*** Opening TASK INPUT ***

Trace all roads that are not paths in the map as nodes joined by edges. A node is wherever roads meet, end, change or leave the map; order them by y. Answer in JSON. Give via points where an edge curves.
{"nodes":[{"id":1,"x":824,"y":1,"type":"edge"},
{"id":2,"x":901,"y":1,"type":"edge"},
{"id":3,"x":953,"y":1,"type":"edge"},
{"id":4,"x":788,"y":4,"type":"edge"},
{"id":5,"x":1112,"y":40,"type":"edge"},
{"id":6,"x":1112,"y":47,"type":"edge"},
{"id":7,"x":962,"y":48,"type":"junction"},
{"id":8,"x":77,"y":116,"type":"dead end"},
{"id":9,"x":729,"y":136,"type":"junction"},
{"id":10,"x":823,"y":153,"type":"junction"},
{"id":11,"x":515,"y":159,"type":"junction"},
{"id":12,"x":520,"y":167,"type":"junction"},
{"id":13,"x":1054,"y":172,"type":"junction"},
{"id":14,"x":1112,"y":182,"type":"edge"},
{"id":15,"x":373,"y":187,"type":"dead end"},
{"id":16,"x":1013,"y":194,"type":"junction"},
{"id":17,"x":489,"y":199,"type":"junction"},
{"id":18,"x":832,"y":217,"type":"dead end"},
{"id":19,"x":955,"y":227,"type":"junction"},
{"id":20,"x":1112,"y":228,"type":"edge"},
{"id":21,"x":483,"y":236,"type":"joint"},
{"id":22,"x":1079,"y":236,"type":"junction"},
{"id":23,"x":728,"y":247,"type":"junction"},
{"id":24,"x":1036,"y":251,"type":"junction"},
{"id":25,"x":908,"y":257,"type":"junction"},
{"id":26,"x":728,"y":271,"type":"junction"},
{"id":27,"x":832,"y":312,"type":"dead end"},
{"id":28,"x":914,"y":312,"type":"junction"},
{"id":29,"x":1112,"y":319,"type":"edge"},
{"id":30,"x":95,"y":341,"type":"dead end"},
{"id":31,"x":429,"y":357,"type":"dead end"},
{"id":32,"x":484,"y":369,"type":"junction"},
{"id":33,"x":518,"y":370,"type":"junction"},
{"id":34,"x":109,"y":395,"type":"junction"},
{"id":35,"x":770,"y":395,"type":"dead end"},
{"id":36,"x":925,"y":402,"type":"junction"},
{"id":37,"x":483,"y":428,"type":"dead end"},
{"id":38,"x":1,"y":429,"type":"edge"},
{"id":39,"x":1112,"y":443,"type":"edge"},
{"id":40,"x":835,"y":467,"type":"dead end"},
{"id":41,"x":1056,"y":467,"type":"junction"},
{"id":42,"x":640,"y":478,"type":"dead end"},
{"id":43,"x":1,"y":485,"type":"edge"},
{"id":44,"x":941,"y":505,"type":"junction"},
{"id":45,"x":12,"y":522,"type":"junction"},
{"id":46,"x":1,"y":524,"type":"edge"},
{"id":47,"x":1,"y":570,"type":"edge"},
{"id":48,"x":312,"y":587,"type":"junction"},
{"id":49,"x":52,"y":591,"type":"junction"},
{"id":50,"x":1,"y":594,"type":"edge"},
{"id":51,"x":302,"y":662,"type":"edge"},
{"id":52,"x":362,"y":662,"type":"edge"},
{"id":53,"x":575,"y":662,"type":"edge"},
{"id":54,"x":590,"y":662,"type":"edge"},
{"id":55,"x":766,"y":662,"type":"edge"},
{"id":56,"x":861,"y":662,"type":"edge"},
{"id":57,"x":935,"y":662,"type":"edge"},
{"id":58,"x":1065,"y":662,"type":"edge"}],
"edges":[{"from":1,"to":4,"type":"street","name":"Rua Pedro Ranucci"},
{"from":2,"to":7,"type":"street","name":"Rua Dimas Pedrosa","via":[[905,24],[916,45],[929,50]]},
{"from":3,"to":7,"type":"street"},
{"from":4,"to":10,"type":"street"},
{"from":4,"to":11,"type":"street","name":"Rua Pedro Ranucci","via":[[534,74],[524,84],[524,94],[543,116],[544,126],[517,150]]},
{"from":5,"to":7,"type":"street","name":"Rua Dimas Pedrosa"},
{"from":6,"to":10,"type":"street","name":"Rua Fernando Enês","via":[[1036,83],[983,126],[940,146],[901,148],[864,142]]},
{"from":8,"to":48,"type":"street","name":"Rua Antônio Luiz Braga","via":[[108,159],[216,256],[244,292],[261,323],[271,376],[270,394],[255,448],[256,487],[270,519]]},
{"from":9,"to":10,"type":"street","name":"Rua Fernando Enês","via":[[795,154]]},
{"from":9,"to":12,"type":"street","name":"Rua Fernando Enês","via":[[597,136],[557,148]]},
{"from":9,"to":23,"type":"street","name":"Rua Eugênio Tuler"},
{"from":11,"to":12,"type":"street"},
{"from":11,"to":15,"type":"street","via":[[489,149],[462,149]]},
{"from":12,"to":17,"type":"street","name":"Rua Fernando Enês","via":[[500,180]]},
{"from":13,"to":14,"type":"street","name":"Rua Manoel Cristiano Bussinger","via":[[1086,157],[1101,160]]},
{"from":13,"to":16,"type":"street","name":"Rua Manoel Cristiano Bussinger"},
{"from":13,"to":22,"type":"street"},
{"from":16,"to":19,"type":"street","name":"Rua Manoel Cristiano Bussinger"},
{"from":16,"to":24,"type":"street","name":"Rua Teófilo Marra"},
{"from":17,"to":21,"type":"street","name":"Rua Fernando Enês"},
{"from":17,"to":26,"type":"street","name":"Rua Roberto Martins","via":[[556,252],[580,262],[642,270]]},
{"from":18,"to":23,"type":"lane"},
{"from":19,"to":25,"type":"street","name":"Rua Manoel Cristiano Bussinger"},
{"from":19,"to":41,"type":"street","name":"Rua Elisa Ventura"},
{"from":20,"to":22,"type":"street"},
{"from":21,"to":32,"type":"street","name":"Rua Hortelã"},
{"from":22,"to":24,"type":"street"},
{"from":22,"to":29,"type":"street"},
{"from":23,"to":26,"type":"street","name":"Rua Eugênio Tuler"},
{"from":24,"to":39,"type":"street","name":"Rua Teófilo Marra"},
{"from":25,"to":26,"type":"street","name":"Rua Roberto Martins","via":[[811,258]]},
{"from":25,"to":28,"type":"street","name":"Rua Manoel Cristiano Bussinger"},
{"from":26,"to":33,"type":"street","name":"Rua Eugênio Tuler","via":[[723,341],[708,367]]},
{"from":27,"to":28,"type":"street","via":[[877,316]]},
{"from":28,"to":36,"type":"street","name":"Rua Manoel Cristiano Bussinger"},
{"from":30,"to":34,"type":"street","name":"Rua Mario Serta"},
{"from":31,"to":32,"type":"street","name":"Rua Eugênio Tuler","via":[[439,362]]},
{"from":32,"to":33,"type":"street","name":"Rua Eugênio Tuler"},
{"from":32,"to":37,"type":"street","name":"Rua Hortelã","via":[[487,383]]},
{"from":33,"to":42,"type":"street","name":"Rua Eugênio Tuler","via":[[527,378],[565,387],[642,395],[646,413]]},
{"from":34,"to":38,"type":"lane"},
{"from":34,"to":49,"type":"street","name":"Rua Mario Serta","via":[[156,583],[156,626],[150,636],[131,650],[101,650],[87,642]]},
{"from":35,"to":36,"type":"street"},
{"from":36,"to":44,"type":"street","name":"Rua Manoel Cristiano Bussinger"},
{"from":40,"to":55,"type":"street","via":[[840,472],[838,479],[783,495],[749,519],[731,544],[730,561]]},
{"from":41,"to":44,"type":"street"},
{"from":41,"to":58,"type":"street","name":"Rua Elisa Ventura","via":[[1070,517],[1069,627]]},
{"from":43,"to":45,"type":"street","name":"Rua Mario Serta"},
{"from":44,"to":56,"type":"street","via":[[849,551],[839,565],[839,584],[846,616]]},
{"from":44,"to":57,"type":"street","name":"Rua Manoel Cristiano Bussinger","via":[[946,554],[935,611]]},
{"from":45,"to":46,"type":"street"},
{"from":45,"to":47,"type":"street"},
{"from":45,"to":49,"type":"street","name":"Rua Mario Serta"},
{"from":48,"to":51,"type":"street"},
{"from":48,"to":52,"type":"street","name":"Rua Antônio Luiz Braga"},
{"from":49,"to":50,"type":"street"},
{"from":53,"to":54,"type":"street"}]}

*** Closing TASK INPUT ***

PROBLEM TO WORK ON :: One figure is all that is needed: the number of lines above in which the word "Hortelã" appears.

TASK SOLUTION :: 2